(Stored data entries)
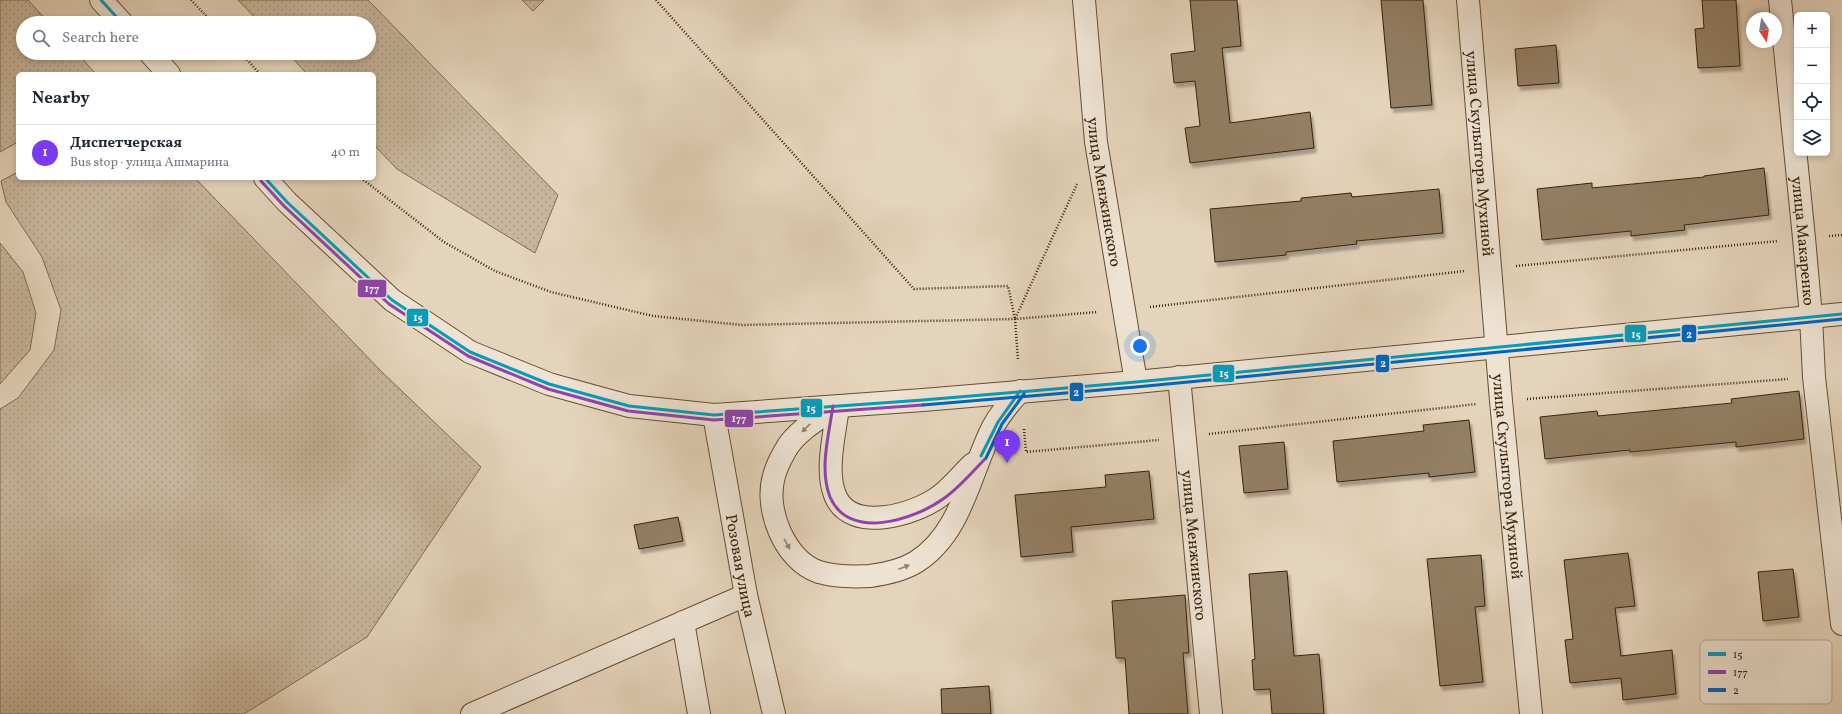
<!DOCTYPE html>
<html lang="en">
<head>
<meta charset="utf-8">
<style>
  :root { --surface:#fff; --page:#f2f2f3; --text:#1f2937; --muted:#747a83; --line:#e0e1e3; --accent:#7c3aed }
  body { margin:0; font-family:Vollkorn,serif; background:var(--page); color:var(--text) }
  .controls { position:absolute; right:12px; top:12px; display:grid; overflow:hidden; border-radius:6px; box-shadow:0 2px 6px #0003 }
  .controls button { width:36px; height:36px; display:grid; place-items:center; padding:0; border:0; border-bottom:1px solid var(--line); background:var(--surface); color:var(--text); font:20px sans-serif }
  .compass { position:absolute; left:1746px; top:12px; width:36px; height:36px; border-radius:50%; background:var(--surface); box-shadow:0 2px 6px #0003; rotate:168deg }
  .you { position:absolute; left:1140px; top:346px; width:14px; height:14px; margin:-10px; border:3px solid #fff; border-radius:50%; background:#1a73e8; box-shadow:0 0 0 6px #1a73e833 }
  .badge { display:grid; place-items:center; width:26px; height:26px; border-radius:50%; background:var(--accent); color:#fff; font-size:13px; font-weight:700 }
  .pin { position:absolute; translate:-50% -33px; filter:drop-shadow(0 1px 2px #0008) }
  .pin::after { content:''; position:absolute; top:21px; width:14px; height:12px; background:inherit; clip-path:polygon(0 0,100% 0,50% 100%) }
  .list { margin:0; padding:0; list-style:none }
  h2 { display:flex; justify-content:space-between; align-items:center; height:52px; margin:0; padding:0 16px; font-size:17px }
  h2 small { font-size:13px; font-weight:400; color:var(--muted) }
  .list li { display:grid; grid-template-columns:26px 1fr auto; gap:12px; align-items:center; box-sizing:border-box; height:56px; padding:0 16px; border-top:1px solid var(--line) }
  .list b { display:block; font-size:15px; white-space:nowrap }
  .list p { margin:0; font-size:13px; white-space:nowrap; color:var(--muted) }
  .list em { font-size:13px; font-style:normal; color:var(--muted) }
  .icon { flex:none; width:22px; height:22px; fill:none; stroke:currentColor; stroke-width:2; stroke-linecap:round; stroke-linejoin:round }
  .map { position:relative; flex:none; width:1842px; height:714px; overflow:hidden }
  .search { position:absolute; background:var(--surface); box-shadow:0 2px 6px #0003; left:16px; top:16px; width:360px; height:44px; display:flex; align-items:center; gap:10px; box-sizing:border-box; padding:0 14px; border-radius:22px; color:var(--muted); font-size:15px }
  .panel { position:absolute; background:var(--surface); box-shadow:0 2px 6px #0003; left:16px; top:72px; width:360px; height:108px; border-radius:6px }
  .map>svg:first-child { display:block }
</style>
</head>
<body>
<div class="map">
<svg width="1842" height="714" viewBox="0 0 1842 714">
  <defs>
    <pattern id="grass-dots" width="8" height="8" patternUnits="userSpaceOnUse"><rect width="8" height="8" fill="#c8b69d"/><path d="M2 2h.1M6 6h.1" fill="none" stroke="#ad9c86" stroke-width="1.8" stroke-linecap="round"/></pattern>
    <filter id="shadow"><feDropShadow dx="2.5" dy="4.5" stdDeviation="1" flood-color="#0004"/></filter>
  </defs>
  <rect width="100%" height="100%" fill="#e5d4bc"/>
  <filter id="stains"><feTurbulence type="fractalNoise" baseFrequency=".005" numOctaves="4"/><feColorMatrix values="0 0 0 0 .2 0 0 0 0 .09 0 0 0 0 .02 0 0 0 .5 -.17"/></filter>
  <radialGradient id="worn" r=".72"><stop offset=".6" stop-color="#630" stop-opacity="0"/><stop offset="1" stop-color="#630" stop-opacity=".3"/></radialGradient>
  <g fill="url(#grass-dots)" stroke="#816c52">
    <path d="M 0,0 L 28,0 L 49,23 L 23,23 L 23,53 L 77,53 L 96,74 L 18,74 L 18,142 L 0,152 Z"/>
    <path d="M 238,0 L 368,0 L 558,195 L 535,253 L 397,169 L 374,145 L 374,74 L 307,74 L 288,53 L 369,53 L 369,23 L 260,23 Z"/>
    <path d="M 522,0 L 544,0 L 533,11 Z"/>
    <path d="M 18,172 L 18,178 L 195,178 L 381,371 L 481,467 L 367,637 L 244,714 L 0,714 L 0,409 L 18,398 L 54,350 L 61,310 L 42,257 L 6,202 L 1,181 Z"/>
    <path d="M 0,243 L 23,272 L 36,313 L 30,350 L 0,384 Z"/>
  </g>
  <g fill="#937f65" stroke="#3a2207" filter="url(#shadow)">
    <path d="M 1190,0 L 1237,0 L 1241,46 L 1222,48 L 1230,123 L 1310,112 L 1314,148 L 1190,163 L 1185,128 L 1200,126 L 1195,81 L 1174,83 L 1171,54 L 1195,51 Z"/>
    <path d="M 1381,0 L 1423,0 L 1432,105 L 1391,108 Z"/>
    <path d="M 1702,0 L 1736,0 L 1740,66 L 1698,68 L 1695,29 L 1704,28 Z"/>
    <path d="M 1556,45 L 1559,83 L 1518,86 L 1515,49 Z"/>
    <path d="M 1764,168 L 1769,215 L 1684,225 L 1685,230 L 1631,236 L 1631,231 L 1542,240 L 1537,189 L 1592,183 L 1592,188 L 1704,177 L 1704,176 Z"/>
    <path d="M 1439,189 L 1443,233 L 1356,241 L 1357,244 L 1286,252 L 1286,255 L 1215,262 L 1210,209 L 1301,201 L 1301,198 L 1351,193 L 1352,197 Z"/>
    <path d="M 1799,391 L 1804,439 L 1736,447 L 1736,442 L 1630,452 L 1630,450 L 1545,459 L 1540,417 L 1597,411 L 1598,416 L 1732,403 L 1731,399 Z"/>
    <path d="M 1469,420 L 1475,472 L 1429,477 L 1429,473 L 1337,482 L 1333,441 L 1424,431 L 1423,425 Z"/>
    <path d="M 1284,442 L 1288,489 L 1244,493 L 1239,446 Z"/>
    <path d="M 1149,471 L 1154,519 L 1071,527 L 1073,552 L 1021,557 L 1015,495 L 1106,487 L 1105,475 Z"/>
    <path d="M 678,517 L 683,541 L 639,549 L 634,525 Z"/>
    <path d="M 1628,553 L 1635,606 L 1615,608 L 1621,656 L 1672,650 L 1676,694 L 1623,700 L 1621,678 L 1570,683 L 1565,640 L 1573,639 L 1564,560 Z"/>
    <path d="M 1481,555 L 1485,606 L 1475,607 L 1483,682 L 1440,686 L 1427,559 Z"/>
    <path d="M 1793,569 L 1799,617 L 1763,621 L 1758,572 Z"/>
    <path d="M 1287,571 L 1294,656 L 1319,654 L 1324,714 L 1272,714 L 1270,689 L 1254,690 L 1252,660 L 1255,659 L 1249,574 Z"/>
    <path d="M 1185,595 L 1189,653 L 1183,653 L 1188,714 L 1129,714 L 1125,658 L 1116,658 L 1112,601 Z"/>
    <path d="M 989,686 L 991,714 L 942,714 L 941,689 Z"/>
  </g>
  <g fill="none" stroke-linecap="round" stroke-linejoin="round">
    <defs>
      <g id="minor">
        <path d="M 101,0 L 122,23"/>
        <path id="s1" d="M 1084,0 L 1096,142 L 1136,382"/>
        <path id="s2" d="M 1468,0 L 1501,401 L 1531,714"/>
        <path id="s3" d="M 1780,0 L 1804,238 L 1811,317 L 1814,377 L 1842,624"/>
        <path d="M 150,53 L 169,74"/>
        <path d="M 265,178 L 287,202 L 392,300 L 470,352 L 549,384 L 629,406 L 714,415 L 923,400 L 1136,382 L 1842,314"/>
        <path id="s4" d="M 1179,377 L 1211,714"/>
        <path d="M 838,407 C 835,432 825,470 835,495 C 850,534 915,515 940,496 C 952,487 962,474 973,464"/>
        <path d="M 835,408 C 818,419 795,432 785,451 C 781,458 776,468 774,476 C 764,509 785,561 819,572 C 836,577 853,577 870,576 C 885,574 903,570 916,562 C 962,533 970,472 993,427 C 1000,414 1010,402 1020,391"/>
        <path id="s5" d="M 714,415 L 746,595 L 774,714"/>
        <path d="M 683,622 L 699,714"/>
        <path d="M 472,714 L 746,595"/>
      </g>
    </defs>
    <use href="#minor" stroke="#654e34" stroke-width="24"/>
    <g stroke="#3a2207" stroke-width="2.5" stroke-dasharray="1 2" stroke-linecap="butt">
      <path d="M 191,0 L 213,23"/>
      <path d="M 656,0 L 914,289 L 1008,286 L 1015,319 L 1077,184"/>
      <path d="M 241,53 L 260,74"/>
      <path d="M 361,178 L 444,242 L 495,271 L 551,292 L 653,316 L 742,325 L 1015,319 L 1097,312"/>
      <path d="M 1829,236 L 1842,235"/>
      <path d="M 1516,266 L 1778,241"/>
      <path d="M 1150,307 L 1465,271"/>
      <path d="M 1015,319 L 1018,360"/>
      <path d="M 1527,399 L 1788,379"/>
      <path d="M 1024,429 L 1026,452 L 1159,440"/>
      <path d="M 1209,434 L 1477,404"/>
    </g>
    <use href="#minor" stroke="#eee3d3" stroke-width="22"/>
    <defs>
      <g id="bus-1">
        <path d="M 101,0 L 122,23"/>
        <path d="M 265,178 L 287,202 L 392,300 L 470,352 L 549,384 L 629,406 L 714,415 L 923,400 L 1136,382 L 1842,314"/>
        <path d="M 981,456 L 998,422 L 1020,391"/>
      </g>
      <g id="bus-2">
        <path d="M 261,181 L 284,206 L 389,304 L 468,356 L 548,389 L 628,411 L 714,420 L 923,405"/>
        <path d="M 833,406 C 829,434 819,469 830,497 C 849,541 914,520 943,499 C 959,488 971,473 985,459"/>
      </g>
      <g id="bus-3">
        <path d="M 923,405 L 1136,387 L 1842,319"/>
        <path d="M 986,458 L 1002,424 L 1024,394"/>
      </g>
    </defs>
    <use href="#bus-1" stroke="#eee3d3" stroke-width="6"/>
    <use href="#bus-2" stroke="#eee3d3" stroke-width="6"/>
    <use href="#bus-3" stroke="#eee3d3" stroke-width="6"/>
    <use href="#bus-1" stroke="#069cba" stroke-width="3"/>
    <use href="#bus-2" stroke="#8e44ad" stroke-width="3"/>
    <use href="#bus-3" stroke="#0065bd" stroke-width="3"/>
  </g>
  <defs><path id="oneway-solid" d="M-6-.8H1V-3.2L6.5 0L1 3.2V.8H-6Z"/></defs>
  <g fill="#94826d">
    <use href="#oneway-solid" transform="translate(806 428) rotate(136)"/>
    <use href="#oneway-solid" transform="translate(787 544) rotate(60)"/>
    <use href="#oneway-solid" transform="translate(904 567) rotate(-21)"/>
  </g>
  <g text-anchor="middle" stroke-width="3" stroke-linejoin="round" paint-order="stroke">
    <g font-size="16" fill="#3a2207" stroke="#eee3d3">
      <text dy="6" stroke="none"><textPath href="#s2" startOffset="154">улица Скульптора Мухиной</textPath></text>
      <text dy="6" stroke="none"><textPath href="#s1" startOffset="193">улица Менжинского</textPath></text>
      <text dy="6" stroke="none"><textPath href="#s3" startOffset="242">улица Макаренко</textPath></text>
      <text dy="6" stroke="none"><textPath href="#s2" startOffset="478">улица Скульптора Мухиной</textPath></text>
      <text dy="6" stroke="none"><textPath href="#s4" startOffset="169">улица Менжинского</textPath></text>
      <text dy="6" stroke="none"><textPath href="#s5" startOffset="153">Розовая улица</textPath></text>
    </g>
  </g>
  <rect x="1700" y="640" width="132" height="64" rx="6" fill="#eee3d3" stroke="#b8a996" stroke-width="1"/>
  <rect x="1708" y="652" width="18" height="4" fill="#069cba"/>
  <rect x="1708" y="670" width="18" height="4" fill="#8e44ad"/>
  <rect x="1708" y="688" width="18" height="4" fill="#0065bd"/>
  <g font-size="11" fill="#3a2207">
    <text x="1733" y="658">15</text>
    <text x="1733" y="676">177</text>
    <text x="1733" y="694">2</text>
  </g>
  <g stroke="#eee3d3" stroke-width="1.5">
    <rect x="357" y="279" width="30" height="19" rx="4" fill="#8e44ad"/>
    <rect x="406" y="308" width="23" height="19" rx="4" fill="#069cba"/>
    <rect x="1681" y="324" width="16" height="19" rx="4" fill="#0065bd"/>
    <rect x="1624" y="324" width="23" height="19" rx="4" fill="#069cba"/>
    <rect x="1375" y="354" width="15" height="19" rx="4" fill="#0065bd"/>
    <rect x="1212" y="364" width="23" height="19" rx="4" fill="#069cba"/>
    <rect x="1069" y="382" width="15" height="20" rx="4" fill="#0065bd"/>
    <rect x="800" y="398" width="23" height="20" rx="4" fill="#069cba"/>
    <rect x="724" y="409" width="30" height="19" rx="4" fill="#8e44ad"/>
  </g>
  <g font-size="11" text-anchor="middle" font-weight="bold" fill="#fff">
    <text x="372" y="292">177</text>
    <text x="418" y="321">15</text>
    <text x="1689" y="338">2</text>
    <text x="1636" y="338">15</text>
    <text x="1383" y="367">2</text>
    <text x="1224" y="377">15</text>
    <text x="1076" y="396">2</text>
    <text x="811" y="412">15</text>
    <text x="739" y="422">177</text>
  </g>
  <rect width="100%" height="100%" filter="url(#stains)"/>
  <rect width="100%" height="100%" fill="url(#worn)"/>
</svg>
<div class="controls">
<button>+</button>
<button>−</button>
<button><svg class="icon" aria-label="locate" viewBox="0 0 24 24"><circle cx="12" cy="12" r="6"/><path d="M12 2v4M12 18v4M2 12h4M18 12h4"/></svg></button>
<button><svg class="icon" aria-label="layers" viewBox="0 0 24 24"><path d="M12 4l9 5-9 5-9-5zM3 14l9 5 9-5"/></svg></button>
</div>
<svg class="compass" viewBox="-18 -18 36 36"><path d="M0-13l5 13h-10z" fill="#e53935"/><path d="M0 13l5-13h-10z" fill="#747a83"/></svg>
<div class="you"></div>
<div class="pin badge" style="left:1007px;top:463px">1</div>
<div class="search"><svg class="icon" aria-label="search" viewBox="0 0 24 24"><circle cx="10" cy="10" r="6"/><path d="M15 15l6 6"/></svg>Search here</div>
<section class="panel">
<h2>Nearby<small></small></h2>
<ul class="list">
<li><span class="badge">1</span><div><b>Диспетчерская</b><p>Bus stop · улица Ашмарина</p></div><em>40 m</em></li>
</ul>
</section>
</div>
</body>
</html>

» **Work to complete**: If a line of the data contains "worn", it counts; report the number of such lines and nothing else.

» **Output of the exercise**: 2